Abandono

Agora está tudo bem, eu te garanto; eu não caio mais durante a noite, eu não crio mais aqueles infinitos precipícios. Ou melhor, infinitas quedas, sim. Era um ar cortante, frio, cruel. Era uma ardência nos olhos e na garganta que vai além do que possa valer a pena descrever. Era todo um horror criado e sentido apenas por mim, e eu precisava desse perdão. Da aceitação, do repouso por entre os retalhos, os restos de tudo que dilacerei atrás duma resposta que disfarçava-se de salvação.

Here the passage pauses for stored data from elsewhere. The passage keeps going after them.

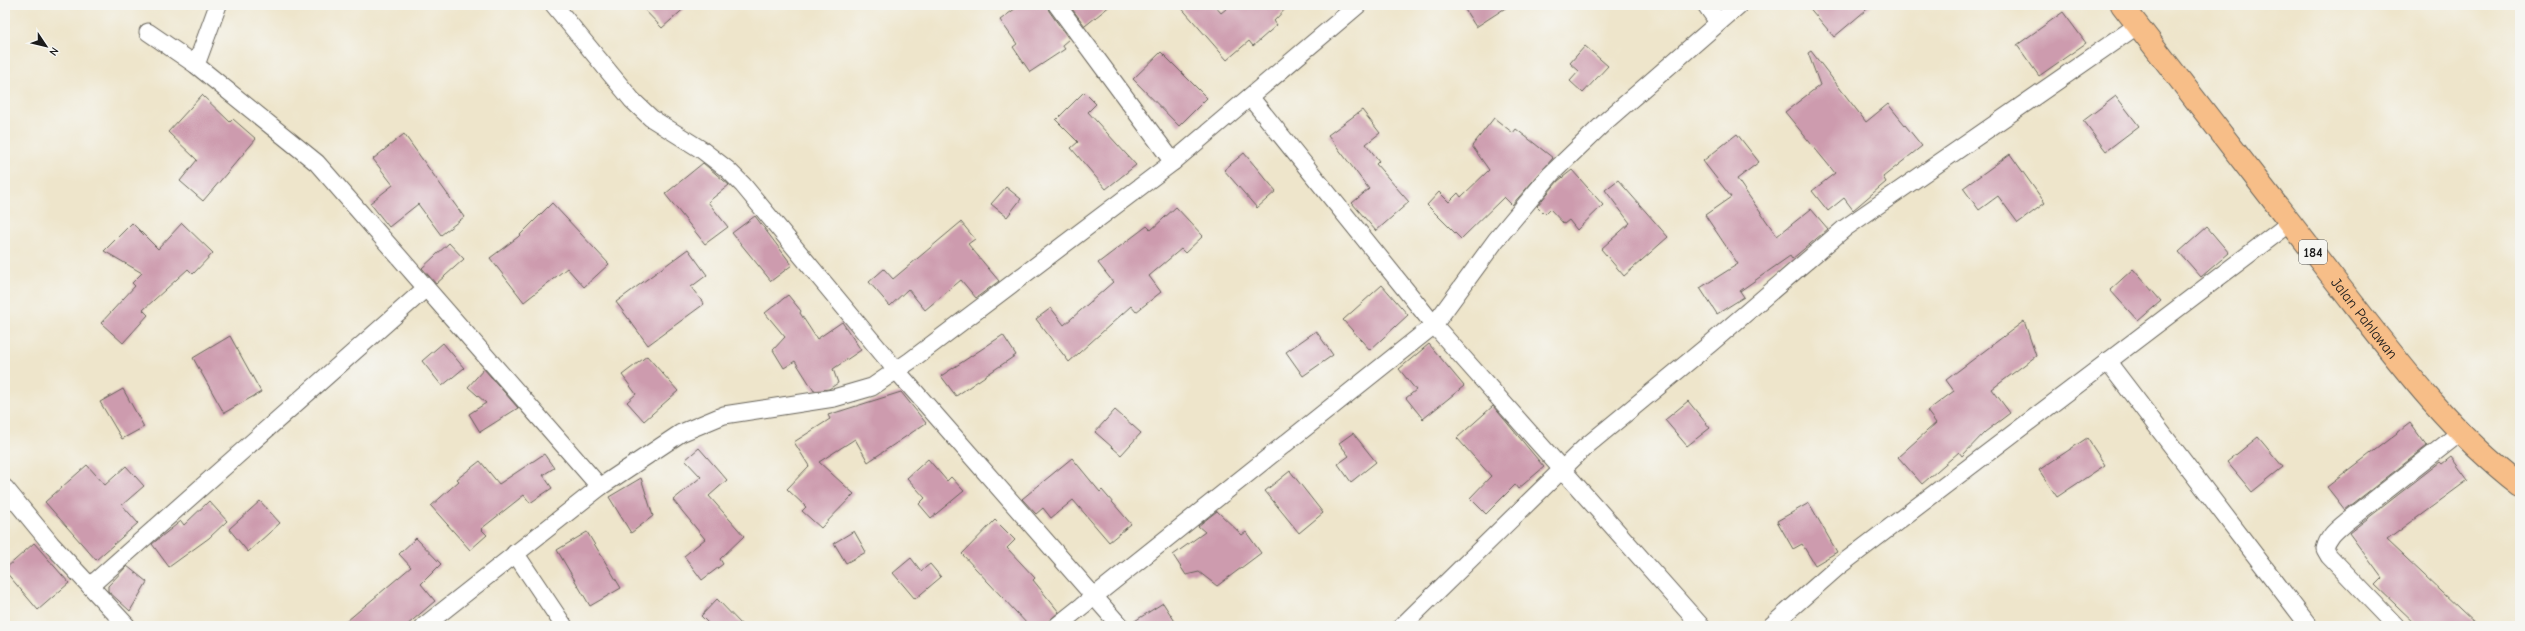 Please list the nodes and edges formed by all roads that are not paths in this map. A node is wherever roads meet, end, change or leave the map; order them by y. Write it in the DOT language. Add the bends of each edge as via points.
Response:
graph roads {
  1 [pos="218,5"];
  2 [pos="554,5"];
  3 [pos="1057,5"];
  4 [pos="1358,5"];
  5 [pos="1706,5"];
  6 [pos="1739,5"];
  7 [pos="2122,5"];
  8 [pos="1718,22"];
  9 [pos="2138,25"];
  10 [pos="148,32"];
  11 [pos="196,65"];
  12 [pos="1250,97"];
  13 [pos="1173,162"];
  14 [pos="2290,222"];
  15 [pos="426,288"];
  16 [pos="1434,325"];
  17 [pos="2107,361"];
  18 [pos="896,370"];
  19 [pos="2461,432"];
  20 [pos="1562,469"];
  21 [pos="2520,485"];
  22 [pos="600,487"];
  23 [pos="5,488"];
  24 [pos="515,553"];
  25 [pos="90,586"];
  26 [pos="1094,596"];
  27 [pos="127,626"];
  28 [pos="424,626"];
  29 [pos="564,626"];
  30 [pos="1057,626"];
  31 [pos="1120,626"];
  32 [pos="1402,626"];
  33 [pos="1701,626"];
  34 [pos="1771,626"];
  35 [pos="2309,626"];
  36 [pos="2396,626"];
  1 -- 11 [label="street"];
  2 -- 18 [label="street" via="632,100 651,118 707,154 743,186"];
  3 -- 13 [label="street"];
  4 -- 12 [label="street"];
  5 -- 8 [label="street"];
  6 -- 8 [label="street"];
  7 -- 9 [label="main road, Jalan Pahlawan / 184"];
  8 -- 16 [label="street" via="1588,138 1552,174 1496,240"];
  9 -- 14 [label="main road, Jalan Pahlawan / 184"];
  9 -- 20 [label="street" via="1845,228"];
  10 -- 11 [label="street"];
  11 -- 15 [label="street" via="316,163"];
  12 -- 13 [label="street"];
  12 -- 16 [label="street"];
  13 -- 18 [label="street"];
  14 -- 17 [label="street"];
  14 -- 19 [label="main road, Jalan Pahlawan / 184" via="2419,387"];
  15 -- 22 [label="street"];
  15 -- 25 [label="street"];
  16 -- 20 [label="street"];
  16 -- 26 [label="street"];
  17 -- 34 [label="street" via="1839,566"];
  17 -- 35 [label="street"];
  18 -- 22 [label="street" via="872,387 834,398 724,415 681,433"];
  18 -- 26 [label="street"];
  19 -- 21 [label="main road, Jalan Pahlawan / 184" via="2489,461"];
  19 -- 36 [label="street" via="2346,522 2326,543 2325,549 2329,556"];
  20 -- 32 [label="street"];
  20 -- 33 [label="street"];
  22 -- 24 [label="street"];
  23 -- 25 [label="street"];
  24 -- 28 [label="street"];
  24 -- 29 [label="street"];
  25 -- 27 [label="street"];
  26 -- 30 [label="street"];
  26 -- 31 [label="street"];
}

Como se uma palavra, uma mísera confirmação pudesse me resgatar. Como se eu precisasse de resgate, na verdade; a paz era ideia e não vontade. Era visão inalcançável apenas para manter-me procurando-a e desperdiçando minha respiração. Lá não havia realidade, não havia liberdade, era tudo prisão. Um quarto fechado, sem luz, sem frestas, sem vãos-- só o eco dos gritos nas paredes, a fantasia corroendo-me de todas as maneiras possíveis apenas pelo gosto do que poderia haver lá fora.

Essa a pior das mentiras, acreditar que tal maravilha habitava somente algo externo daqui, externo de mim. Desse-me todos os horizontes, todas as visões possíveis, eu não existira totalmente.

Foi pela voz cheia de medo, pelo toque cuidadoso, o relance do meu reflexo límpido só por um instante: lá eu abracei, eu quis e aceitei, amei e consumi o que vi. Não era mais utopia inexistente, era humanidade deliciosa e tangível. Não era mais suplício nem nada, era vontade real contornada pelos erros, rabiscos que nos compõem. Componha-me então. Agora eu já me tenho por completo, eu não quero a tua aceitação. Eu quero agora é a tua cerne indefinida para carregar e apreciar, assistir e saborear a cada momento que eu tiver essa chance.